The QOF year starts in April and with it comes the annual meeting with your primary care organisation (PCO) prescribing adviser to set targets for the next 12 months.
This meeting is to agree goals for the year (Medicines Indicator 6) and to provide evidence that progress has been made towards last year's goals (Medicines Indicator 10). It has been part of the QOF since its introduction in 2003. There are a total of eight points at stake.
Unfortunately, many practices feel these targets are imposed upon them rather than mutually agreed, although this need not be the case.
In addition, any dispensing practices feel they are particularly targeted due to the mistaken belief that they are profligate users of NHS resources.
It is therefore vital that dispensing GPs ensure any changes in prescribing behaviour are transparent and for the good of patients, even if, coincidentally, they generate increased profit for the practice.
Schedule your meeting for as early in the QOF year as possible. Planning it for September, and initiating the necessary actions with only six months remaining, will only make targets harder to meet.
Most PCO prescribing groups will have clear goals they wish to achieve in the forthcoming year. These may reflect national priorities but it is likely that proposed targets will also reflect local initiatives related to current prescribing.
Although targets will be suggested, some practices do not realise they can also put forward their own.
Detailed knowledge of your patients can prove invaluable here, especially if there are particular issues affecting the local population that your suggested targets might address.
Note that some prescribing advisers allow more than three agreed actions, providing greater scope for the practice to make its own suggestions, and permitting the practice to achieve by succeeding in any three of the agreed areas.
Targets will need a good evidence base to support their inclusion but should involve a change that can be easily measured to ensure compliance.
Preference will be given to changes that can be demonstrated through a robust mechanism such as data from the NHS Business Services Authority (NHSBSA), the new resource for accessing practice prescribing information.
Bear in mind your time pressures and try to keep changes simple, aiming for clinical areas that include a relatively small number of patients. Ideally, changes should involve work that the practice would be undertaking anyway.
For example, in the first year of the QOF, my practice was fortunate to have set 'reduction in co-proxamol use' as a target, shortly before the virtual withdrawal of this medicine from the market.
Although prescribing quality is important, prescribing advisers are under pressure to reduce the ever-increasing drugs cost for the NHS. Using more cost-effective PPIs and statins is consequently a frequent target, although this may no longer be the case with the former, since esomeprazole and pantoprazole come off patent this year.
Dispensing practices have the extra complication of not wishing to damage their businesses, and so need to consider the bigger picture.
For example, last year, our PCO wished us to prescribe lower cost bisphosphonates. We used this as an opportunity to study our prescribing in osteoporosis, using cheaper alternatives but also ensuring we co-prescribed calcium and vitamin D supplements.
We were able to improve care for patients, reduce our spending on bisphosphonates but also increase the number of dispensed items.
Over the past couple of years, safety alerts have been produced for different medicines, often through the MHRA. Making changes as a result of this advice is a sign of quality prescribing.

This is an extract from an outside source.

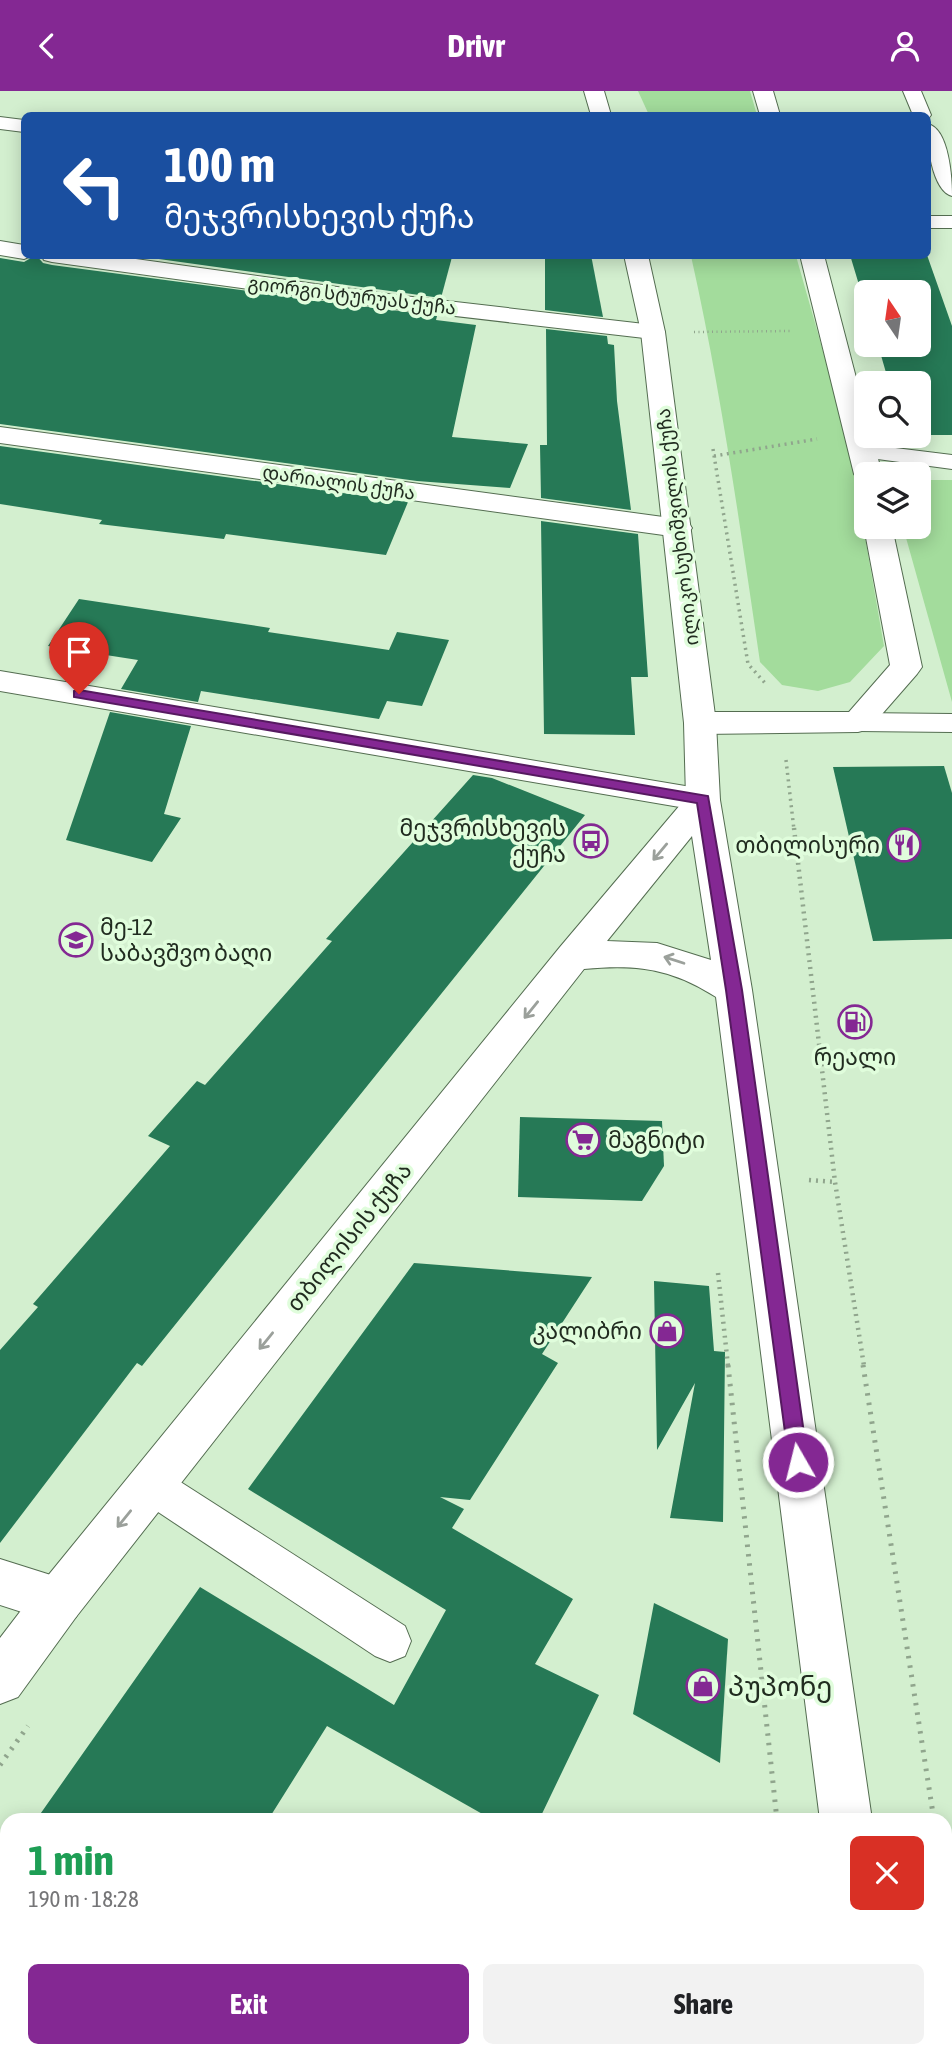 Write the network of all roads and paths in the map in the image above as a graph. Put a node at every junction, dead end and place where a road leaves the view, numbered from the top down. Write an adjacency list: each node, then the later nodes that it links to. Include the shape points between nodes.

Often this will entail a change in a patient's medication to safer alternative (as discussed with them), but with no loss in overall dispensing.
Two of our targets in the past two years, relating to safety, have involved dosulepin and minocycline. The numbers of patients involved were small, with simple switches during routine consultations to safer medicines.
After your meeting with the prescribing adviser, a document explicitly listing the targets should be signed by both parties. This allows any confusion as to what was agreed to be identified at the outset, and resolved.
Ideally, the practice should have a clear plan for how it intends to move toward these targets, and the PCO should provide resources to aid computer searches and the sending out of standard letters to patients.
I would encourage practices to name the PCO at the top of any correspondence to patients and to state it as a point of contact. This helps to legitimise any proposed change in medication and simplifies contacts for any patient who is concerned about the change. Letters should be clear, unambiguous and free of jargon.
Medication changes to safer alternatives are generally easy to justify to patients, however changes made for a stable patient, purely to lower costs, are harder to explain.
There are increasing worries that standard PCO letters fail to obtain full informed consent because patients' medications are automatically changed unless they explicitly disagree.
Many GPs now insist that any switch can occur only if the patient replies to state that they have understood and agreed the change in medication. If there are concerns, the BMA advises GPs to seek guidance from the local ethics committee.